Jan Joest was practically unknown until 1874, when two men, Jacob Anton Wolff and Oskar Eisenmann, established his identity.

Not much of Joest's life is known beyond his paintings. He was the son of Heinrich Joest and Katharina Baegert, the sister of Derick Baegert, who was probably the first teacher of Joest. His greatest work, scenes of the life of Christ, were made between 1505 and 1508 on the high altar in St. Nicholai's Church in his hometown of Kalkar. Using documents found there, Wolff discovered that, in 1518, Joest worked in Cologne for the Hackeney family, before leaving, most likely for Italy, where he saw Genoa and Naples.

Joest then returned North, and settled in Haarlem. It is possible that this is the same person as Jan Joesten van Hillegom that registered in the Haarlem Guild of St. Luke in 1502 and who made a painting of Willibrord and Bavo of Ghent for the Egmond Abbey. The last edition of Adriaen van der Willingen's work of Haarlem painters mentions the burial of an artist there called "Jan Joosten" in 1519.

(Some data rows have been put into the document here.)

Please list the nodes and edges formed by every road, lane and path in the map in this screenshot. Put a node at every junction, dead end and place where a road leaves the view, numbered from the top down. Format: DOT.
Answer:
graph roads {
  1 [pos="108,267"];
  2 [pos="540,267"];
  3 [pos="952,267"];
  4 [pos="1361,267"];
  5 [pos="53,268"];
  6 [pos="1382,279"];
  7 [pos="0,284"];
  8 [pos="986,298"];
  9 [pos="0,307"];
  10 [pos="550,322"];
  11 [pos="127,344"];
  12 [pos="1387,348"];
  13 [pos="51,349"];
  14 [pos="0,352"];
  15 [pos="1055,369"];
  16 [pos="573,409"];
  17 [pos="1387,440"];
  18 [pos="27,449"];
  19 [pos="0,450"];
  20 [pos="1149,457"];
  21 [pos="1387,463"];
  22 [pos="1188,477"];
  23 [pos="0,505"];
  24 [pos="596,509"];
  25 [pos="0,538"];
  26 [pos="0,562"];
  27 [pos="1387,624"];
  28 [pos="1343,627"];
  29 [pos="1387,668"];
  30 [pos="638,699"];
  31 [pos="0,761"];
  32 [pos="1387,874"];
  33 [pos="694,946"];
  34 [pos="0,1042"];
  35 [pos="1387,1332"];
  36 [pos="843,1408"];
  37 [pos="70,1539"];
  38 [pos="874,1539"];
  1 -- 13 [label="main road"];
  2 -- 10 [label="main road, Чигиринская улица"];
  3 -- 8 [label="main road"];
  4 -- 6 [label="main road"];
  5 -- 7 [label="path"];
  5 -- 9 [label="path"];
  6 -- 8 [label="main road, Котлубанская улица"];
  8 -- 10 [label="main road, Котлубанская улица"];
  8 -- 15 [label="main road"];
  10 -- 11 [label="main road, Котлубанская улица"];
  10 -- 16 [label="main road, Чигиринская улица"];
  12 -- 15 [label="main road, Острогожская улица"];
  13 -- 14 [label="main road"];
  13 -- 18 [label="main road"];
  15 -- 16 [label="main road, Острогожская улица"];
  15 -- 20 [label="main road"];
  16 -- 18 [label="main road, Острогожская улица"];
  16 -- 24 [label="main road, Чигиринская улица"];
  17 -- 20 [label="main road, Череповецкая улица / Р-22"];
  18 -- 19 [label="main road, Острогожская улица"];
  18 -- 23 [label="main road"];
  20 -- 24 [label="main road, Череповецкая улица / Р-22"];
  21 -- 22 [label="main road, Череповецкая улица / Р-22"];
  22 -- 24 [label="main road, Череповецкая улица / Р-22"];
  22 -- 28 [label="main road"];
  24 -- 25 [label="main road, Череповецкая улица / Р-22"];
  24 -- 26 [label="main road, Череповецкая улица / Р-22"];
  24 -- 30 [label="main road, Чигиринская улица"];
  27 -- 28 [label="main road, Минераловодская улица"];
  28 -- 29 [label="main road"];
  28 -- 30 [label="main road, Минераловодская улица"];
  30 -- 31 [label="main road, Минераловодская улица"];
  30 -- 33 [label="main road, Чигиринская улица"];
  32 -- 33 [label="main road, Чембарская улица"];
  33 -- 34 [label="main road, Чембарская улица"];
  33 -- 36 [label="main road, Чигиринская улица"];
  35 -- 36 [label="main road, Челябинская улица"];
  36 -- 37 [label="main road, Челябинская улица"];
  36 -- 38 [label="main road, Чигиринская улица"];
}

Two of Joest's apprentices were Barthel Bruyn (his brother-in-law) and Joos van Cleve.
Karel van Mander's Schilder-boeck mentions an Ioan van Calcker (Jan van Calcar), living in Venice as a disciple of Titian in 1536–7. Karel van Mander further claimed that he illustrated the book of anatomy by Vesalius, and died in Naples in 1546.

==Work==
Joest has been compared to David and Memling, but he more properly belongs to the school of Scorel. One of the features of Joest's work is the exquisite transparency of his coloring and the subtle and delicate modelling of the faces.
Twenty panels painted by him can be seen in the church at Kalkar. Other works attributed to Joest are in Wesel and Rees, as well as the "Death of the Virgin" in and "Life of Kleitz" Munich.